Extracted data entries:
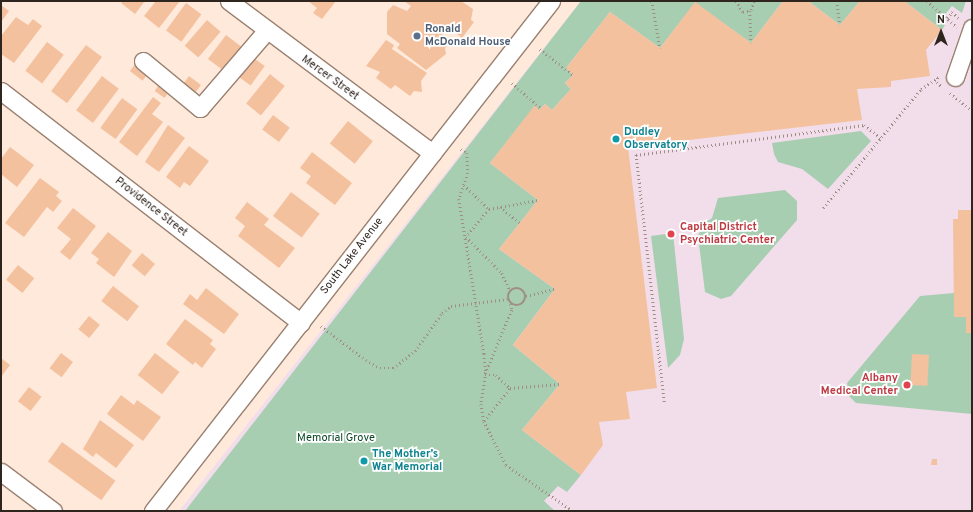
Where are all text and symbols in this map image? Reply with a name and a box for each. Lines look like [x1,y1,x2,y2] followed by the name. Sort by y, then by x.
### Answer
[921,12,961,52] north arrow
[937,13,945,27] text: N
[425,23,511,49] place label: Ronald McDonald House
[412,31,422,41] marker: Ronald McDonald House
[299,53,361,103] street label: Mercer Street
[624,126,687,152] place label: Dudley Observatory
[611,134,621,144] marker: Dudley Observatory
[112,175,190,239] street label: Providence Street
[318,215,386,297] street label: South Lake Avenue
[680,221,774,247] place label: Capital District Psychiatric Center
[665,228,677,240] marker: Capital District Psychiatric Center
[821,372,898,398] place label: Albany Medical Center
[901,379,913,391] marker: Albany Medical Center
[297,431,375,445] park label: Memorial Grove
[372,448,442,474] place label: The Mother’s War Memorial
[359,456,369,466] marker: The Mother’s War Memorial

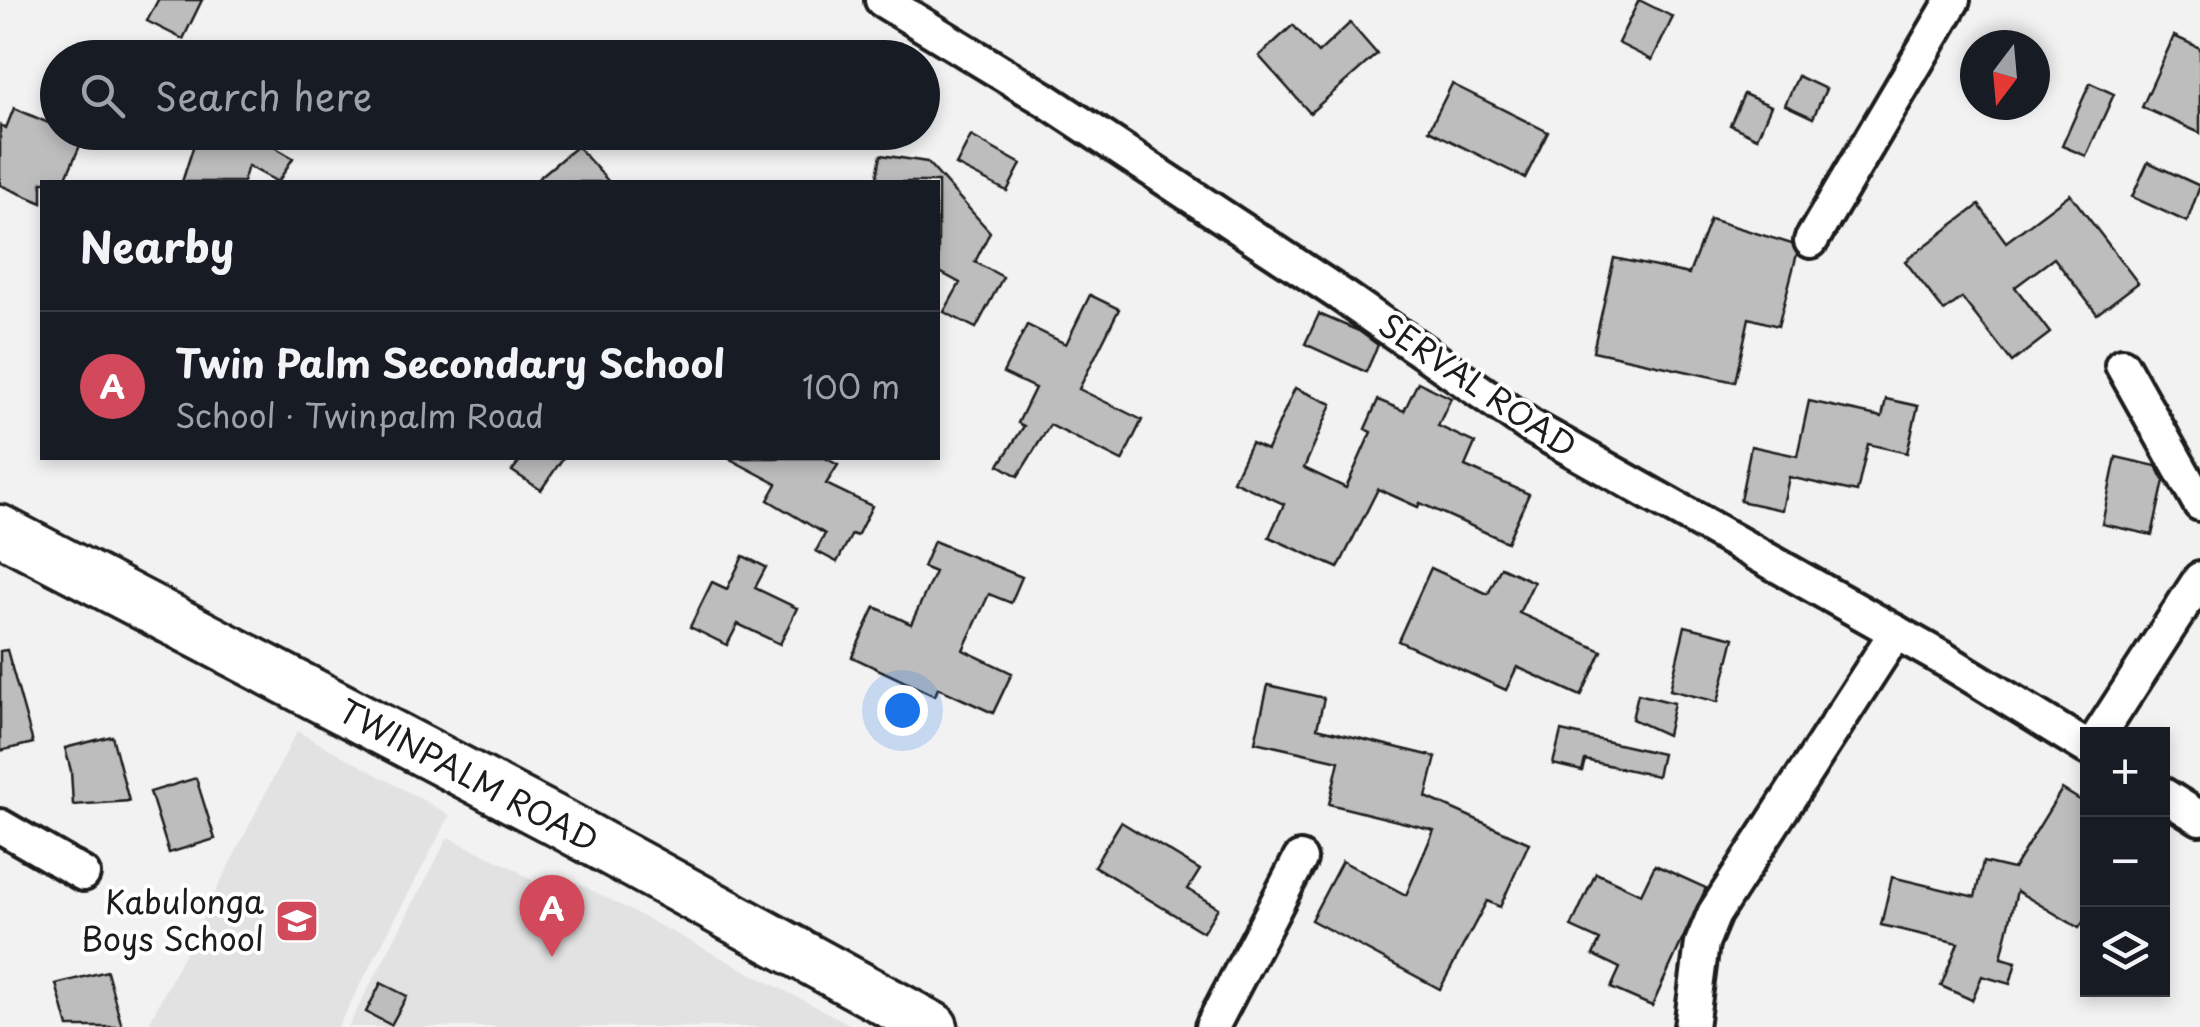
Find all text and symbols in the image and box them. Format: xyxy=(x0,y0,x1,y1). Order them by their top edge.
north arrow xyxy=(1960,30,2050,120)
search box xyxy=(40,40,940,150)
text: Search here xyxy=(155,67,372,124)
icon: search xyxy=(75,68,130,123)
text: Nearby xyxy=(80,214,234,277)
street label: SERVAL ROAD xyxy=(1369,300,1587,468)
text: Twin Palm Secondary School xyxy=(175,334,725,391)
text: A xyxy=(100,362,125,410)
text: 100 m xyxy=(802,362,900,410)
text: School · Twinpalm Road xyxy=(175,391,544,439)
your location xyxy=(877,685,928,736)
street label: TWINPALM ROAD xyxy=(331,686,607,863)
map controls xyxy=(2080,727,2170,997)
button: + xyxy=(2080,727,2170,817)
button: − xyxy=(2080,817,2170,907)
pin: A xyxy=(520,874,584,957)
place label: Kabulonga Boys School xyxy=(81,877,264,962)
school or university icon: Kabulonga Boys School xyxy=(274,898,320,944)
button: layers xyxy=(2080,907,2170,997)

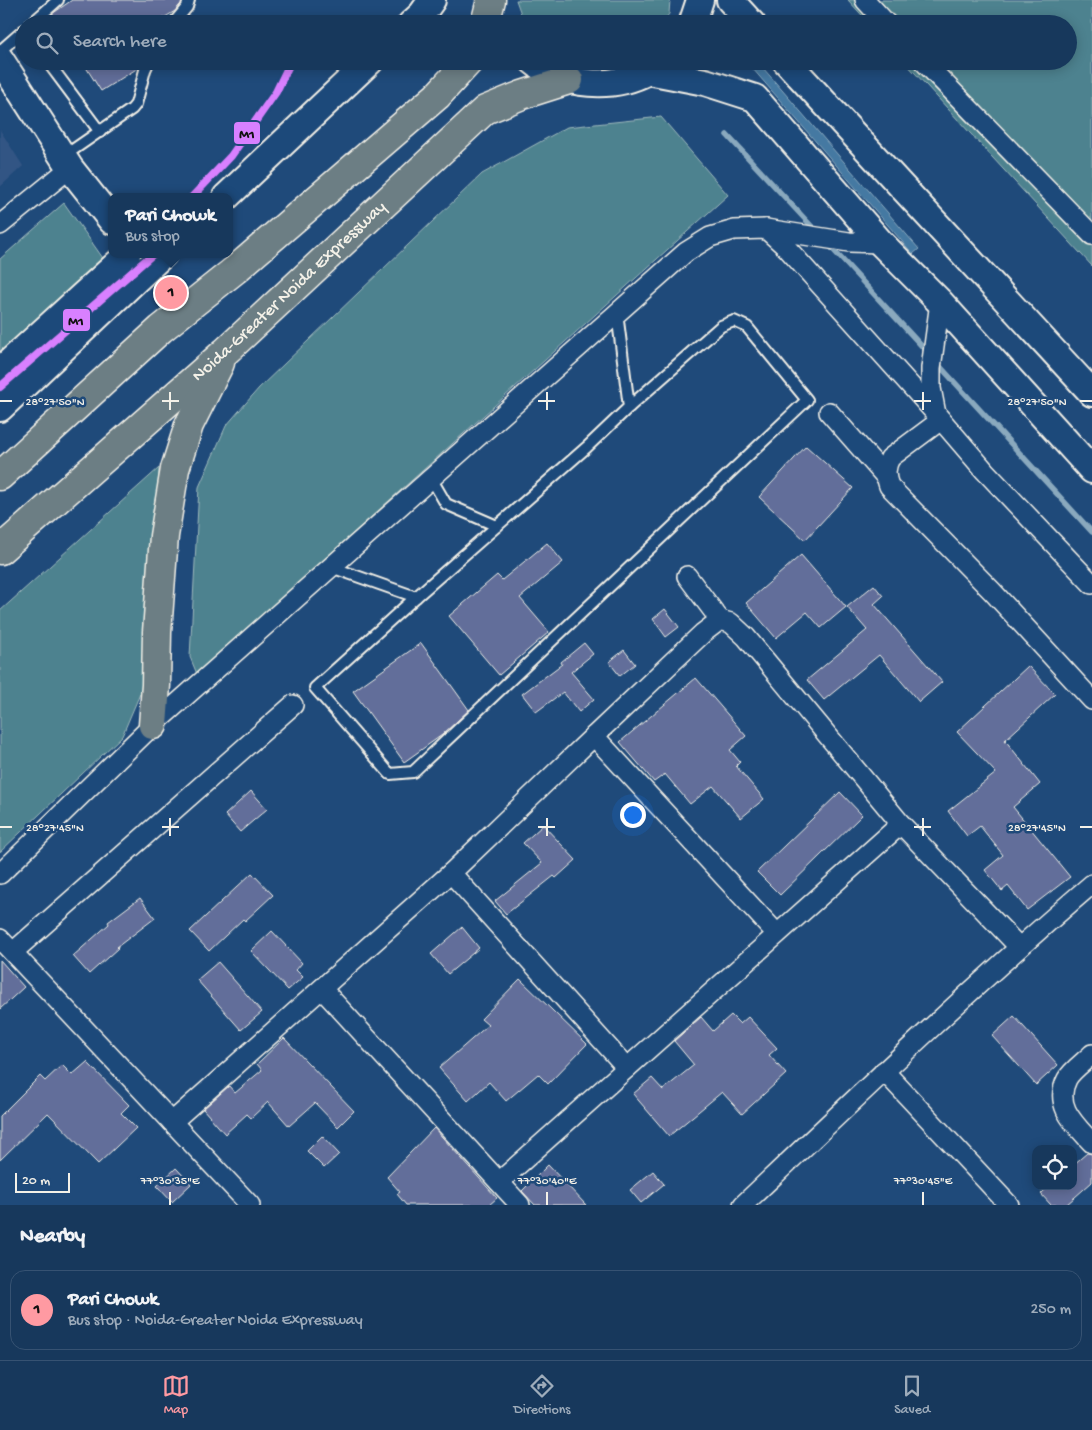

Directions:
Output each entry shown above exactly as it stands, with all pictures removed.

Solution to this exercise:
Where are all text and symbols in this map image? Reply with a name and a box for each. Lines look like [x1,y1,x2,y2] followed by the name. Sort by y, then by x.
### Answer
[921,12,961,52] north arrow
[937,13,945,27] text: N
[425,23,511,49] place label: Ronald McDonald House
[412,31,422,41] marker: Ronald McDonald House
[299,53,361,103] street label: Mercer Street
[624,126,687,152] place label: Dudley Observatory
[611,134,621,144] marker: Dudley Observatory
[112,175,190,239] street label: Providence Street
[318,215,386,297] street label: South Lake Avenue
[680,221,774,247] place label: Capital District Psychiatric Center
[665,228,677,240] marker: Capital District Psychiatric Center
[821,372,898,398] place label: Albany Medical Center
[901,379,913,391] marker: Albany Medical Center
[297,431,375,445] park label: Memorial Grove
[372,448,442,474] place label: The Mother’s War Memorial
[359,456,369,466] marker: The Mother’s War Memorial

Find all text and symbols in the image and box them. Format: xyxy=(x0,y0,x1,y1). Order them by their top edge.
north arrow xyxy=(1960,30,2050,120)
search box xyxy=(40,40,940,150)
text: Search here xyxy=(155,67,372,124)
icon: search xyxy=(75,68,130,123)
text: Nearby xyxy=(80,214,234,277)
street label: SERVAL ROAD xyxy=(1369,300,1587,468)
text: Twin Palm Secondary School xyxy=(175,334,725,391)
text: A xyxy=(100,362,125,410)
text: 100 m xyxy=(802,362,900,410)
text: School · Twinpalm Road xyxy=(175,391,544,439)
your location xyxy=(877,685,928,736)
street label: TWINPALM ROAD xyxy=(331,686,607,863)
map controls xyxy=(2080,727,2170,997)
button: + xyxy=(2080,727,2170,817)
button: − xyxy=(2080,817,2170,907)
pin: A xyxy=(520,874,584,957)
place label: Kabulonga Boys School xyxy=(81,877,264,962)
school or university icon: Kabulonga Boys School xyxy=(274,898,320,944)
button: layers xyxy=(2080,907,2170,997)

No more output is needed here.